[GOAL OF THE EXERCISE] Provide an exact copy of the lines from the beginning of the records through the line that includes "Build a routing graph from the map in this screenshot, using", and of no others.

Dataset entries
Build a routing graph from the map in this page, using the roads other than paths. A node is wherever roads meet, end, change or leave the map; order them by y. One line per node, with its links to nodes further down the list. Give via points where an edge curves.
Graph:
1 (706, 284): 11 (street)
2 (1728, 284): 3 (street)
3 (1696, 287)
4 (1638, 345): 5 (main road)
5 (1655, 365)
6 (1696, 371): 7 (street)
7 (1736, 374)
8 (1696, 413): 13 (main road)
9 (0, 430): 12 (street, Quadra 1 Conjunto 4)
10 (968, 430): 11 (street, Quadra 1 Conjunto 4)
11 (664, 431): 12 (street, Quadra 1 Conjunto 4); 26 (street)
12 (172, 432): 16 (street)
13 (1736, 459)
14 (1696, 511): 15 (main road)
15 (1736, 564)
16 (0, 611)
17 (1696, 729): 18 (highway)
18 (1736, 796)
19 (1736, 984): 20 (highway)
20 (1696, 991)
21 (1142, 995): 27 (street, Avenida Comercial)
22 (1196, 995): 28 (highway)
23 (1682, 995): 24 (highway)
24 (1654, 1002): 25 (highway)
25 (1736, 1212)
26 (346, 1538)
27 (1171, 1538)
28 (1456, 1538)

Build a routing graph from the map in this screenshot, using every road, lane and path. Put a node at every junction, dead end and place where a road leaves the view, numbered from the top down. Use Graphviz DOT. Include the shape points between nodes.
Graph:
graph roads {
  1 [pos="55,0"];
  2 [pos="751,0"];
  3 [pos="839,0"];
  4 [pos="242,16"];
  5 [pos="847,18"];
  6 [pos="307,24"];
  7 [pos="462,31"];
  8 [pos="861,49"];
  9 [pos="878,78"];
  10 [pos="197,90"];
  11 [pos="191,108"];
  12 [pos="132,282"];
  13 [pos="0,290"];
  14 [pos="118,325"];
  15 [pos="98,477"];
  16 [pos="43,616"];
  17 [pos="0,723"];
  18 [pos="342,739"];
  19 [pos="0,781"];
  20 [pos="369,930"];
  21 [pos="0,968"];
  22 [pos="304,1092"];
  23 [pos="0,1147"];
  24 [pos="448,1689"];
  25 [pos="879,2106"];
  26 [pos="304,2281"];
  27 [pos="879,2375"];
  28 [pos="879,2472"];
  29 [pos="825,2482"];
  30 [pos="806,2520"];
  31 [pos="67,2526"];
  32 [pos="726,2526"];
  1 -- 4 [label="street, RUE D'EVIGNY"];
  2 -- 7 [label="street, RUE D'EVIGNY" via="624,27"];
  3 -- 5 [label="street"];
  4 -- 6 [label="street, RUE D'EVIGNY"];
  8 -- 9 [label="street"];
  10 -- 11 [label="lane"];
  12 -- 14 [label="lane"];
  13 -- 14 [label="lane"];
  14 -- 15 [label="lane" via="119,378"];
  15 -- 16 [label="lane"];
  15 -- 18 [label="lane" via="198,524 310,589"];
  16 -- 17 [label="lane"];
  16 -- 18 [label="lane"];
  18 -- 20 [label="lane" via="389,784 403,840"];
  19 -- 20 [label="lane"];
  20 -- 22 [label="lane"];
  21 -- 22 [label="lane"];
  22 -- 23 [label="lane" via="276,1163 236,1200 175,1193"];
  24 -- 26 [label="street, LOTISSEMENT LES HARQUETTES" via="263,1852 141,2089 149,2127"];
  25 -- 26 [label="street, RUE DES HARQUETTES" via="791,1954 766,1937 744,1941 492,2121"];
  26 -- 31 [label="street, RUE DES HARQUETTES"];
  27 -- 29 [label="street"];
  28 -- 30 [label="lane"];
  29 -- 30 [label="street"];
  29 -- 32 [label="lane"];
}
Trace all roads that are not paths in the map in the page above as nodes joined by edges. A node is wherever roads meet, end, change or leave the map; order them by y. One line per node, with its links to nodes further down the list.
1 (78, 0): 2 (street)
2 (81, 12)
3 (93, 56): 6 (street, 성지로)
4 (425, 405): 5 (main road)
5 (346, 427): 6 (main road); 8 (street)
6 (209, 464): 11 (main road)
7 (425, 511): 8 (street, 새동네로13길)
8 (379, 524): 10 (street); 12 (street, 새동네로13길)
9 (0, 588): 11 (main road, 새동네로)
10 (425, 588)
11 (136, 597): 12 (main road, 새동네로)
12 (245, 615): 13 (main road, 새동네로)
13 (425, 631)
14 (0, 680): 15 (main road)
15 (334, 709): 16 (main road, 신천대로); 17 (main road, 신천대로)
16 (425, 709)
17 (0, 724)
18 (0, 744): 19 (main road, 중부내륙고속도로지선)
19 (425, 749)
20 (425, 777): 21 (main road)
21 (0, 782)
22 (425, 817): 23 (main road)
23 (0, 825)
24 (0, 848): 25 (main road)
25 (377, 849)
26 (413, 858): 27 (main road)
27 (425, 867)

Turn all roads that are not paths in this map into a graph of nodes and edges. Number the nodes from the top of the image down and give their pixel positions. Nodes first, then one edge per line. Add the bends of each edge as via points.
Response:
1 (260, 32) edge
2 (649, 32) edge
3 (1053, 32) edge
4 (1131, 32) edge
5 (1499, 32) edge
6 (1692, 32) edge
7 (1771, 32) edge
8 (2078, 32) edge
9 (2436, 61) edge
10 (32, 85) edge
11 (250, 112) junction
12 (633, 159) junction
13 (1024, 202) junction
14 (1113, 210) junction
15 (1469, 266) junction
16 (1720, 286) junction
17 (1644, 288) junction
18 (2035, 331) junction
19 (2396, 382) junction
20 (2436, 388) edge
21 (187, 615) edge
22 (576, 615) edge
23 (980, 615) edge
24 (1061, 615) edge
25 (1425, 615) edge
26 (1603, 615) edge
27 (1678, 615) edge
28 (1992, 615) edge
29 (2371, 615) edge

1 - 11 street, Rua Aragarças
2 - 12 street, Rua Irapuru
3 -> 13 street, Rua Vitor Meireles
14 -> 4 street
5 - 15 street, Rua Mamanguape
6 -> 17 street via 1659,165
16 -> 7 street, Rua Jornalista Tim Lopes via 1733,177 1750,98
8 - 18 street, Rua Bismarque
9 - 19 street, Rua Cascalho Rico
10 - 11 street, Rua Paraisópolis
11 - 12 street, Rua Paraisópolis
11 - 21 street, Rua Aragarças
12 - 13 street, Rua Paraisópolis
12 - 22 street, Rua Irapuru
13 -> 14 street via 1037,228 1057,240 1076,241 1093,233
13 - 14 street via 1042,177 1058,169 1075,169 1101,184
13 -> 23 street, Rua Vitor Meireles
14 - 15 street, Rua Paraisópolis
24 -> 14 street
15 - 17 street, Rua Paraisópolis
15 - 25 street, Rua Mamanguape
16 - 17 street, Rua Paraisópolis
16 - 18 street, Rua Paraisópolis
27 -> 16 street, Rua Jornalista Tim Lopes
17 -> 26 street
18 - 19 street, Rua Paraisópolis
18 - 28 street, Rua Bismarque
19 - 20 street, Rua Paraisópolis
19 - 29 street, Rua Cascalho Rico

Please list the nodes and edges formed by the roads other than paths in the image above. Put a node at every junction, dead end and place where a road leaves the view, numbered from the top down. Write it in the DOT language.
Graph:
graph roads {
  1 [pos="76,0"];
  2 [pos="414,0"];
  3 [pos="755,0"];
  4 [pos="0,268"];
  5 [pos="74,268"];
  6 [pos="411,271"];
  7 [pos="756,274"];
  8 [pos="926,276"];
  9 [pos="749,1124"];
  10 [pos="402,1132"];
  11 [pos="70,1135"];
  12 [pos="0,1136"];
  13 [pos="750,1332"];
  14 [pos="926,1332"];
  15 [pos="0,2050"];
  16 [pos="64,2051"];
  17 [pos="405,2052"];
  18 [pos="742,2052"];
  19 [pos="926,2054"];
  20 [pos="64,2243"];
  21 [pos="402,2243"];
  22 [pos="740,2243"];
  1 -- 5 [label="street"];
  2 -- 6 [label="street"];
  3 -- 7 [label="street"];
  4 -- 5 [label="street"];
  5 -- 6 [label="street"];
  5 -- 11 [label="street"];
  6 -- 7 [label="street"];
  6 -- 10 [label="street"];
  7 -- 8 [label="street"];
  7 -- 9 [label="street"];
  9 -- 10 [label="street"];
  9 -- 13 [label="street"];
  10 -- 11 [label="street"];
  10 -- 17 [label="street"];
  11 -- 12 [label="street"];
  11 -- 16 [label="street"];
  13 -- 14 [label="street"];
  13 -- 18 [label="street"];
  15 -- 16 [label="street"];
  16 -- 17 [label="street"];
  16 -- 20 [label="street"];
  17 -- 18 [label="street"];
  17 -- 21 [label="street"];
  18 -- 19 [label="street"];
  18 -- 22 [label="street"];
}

[YOUR RESPONSE]
Build a routing graph from the map in this page, using the roads other than paths. A node is wherever roads meet, end, change or leave the map; order them by y. One line per node, with its links to nodes further down the list. Give via points where an edge curves.
Graph:
1 (706, 284): 11 (street)
2 (1728, 284): 3 (street)
3 (1696, 287)
4 (1638, 345): 5 (main road)
5 (1655, 365)
6 (1696, 371): 7 (street)
7 (1736, 374)
8 (1696, 413): 13 (main road)
9 (0, 430): 12 (street, Quadra 1 Conjunto 4)
10 (968, 430): 11 (street, Quadra 1 Conjunto 4)
11 (664, 431): 12 (street, Quadra 1 Conjunto 4); 26 (street)
12 (172, 432): 16 (street)
13 (1736, 459)
14 (1696, 511): 15 (main road)
15 (1736, 564)
16 (0, 611)
17 (1696, 729): 18 (highway)
18 (1736, 796)
19 (1736, 984): 20 (highway)
20 (1696, 991)
21 (1142, 995): 27 (street, Avenida Comercial)
22 (1196, 995): 28 (highway)
23 (1682, 995): 24 (highway)
24 (1654, 1002): 25 (highway)
25 (1736, 1212)
26 (346, 1538)
27 (1171, 1538)
28 (1456, 1538)

Build a routing graph from the map in this screenshot, using every road, lane and path. Put a node at every junction, dead end and place where a road leaves the view, numbered from the top down. Use Graphviz DOT. Include the shape points between nodes.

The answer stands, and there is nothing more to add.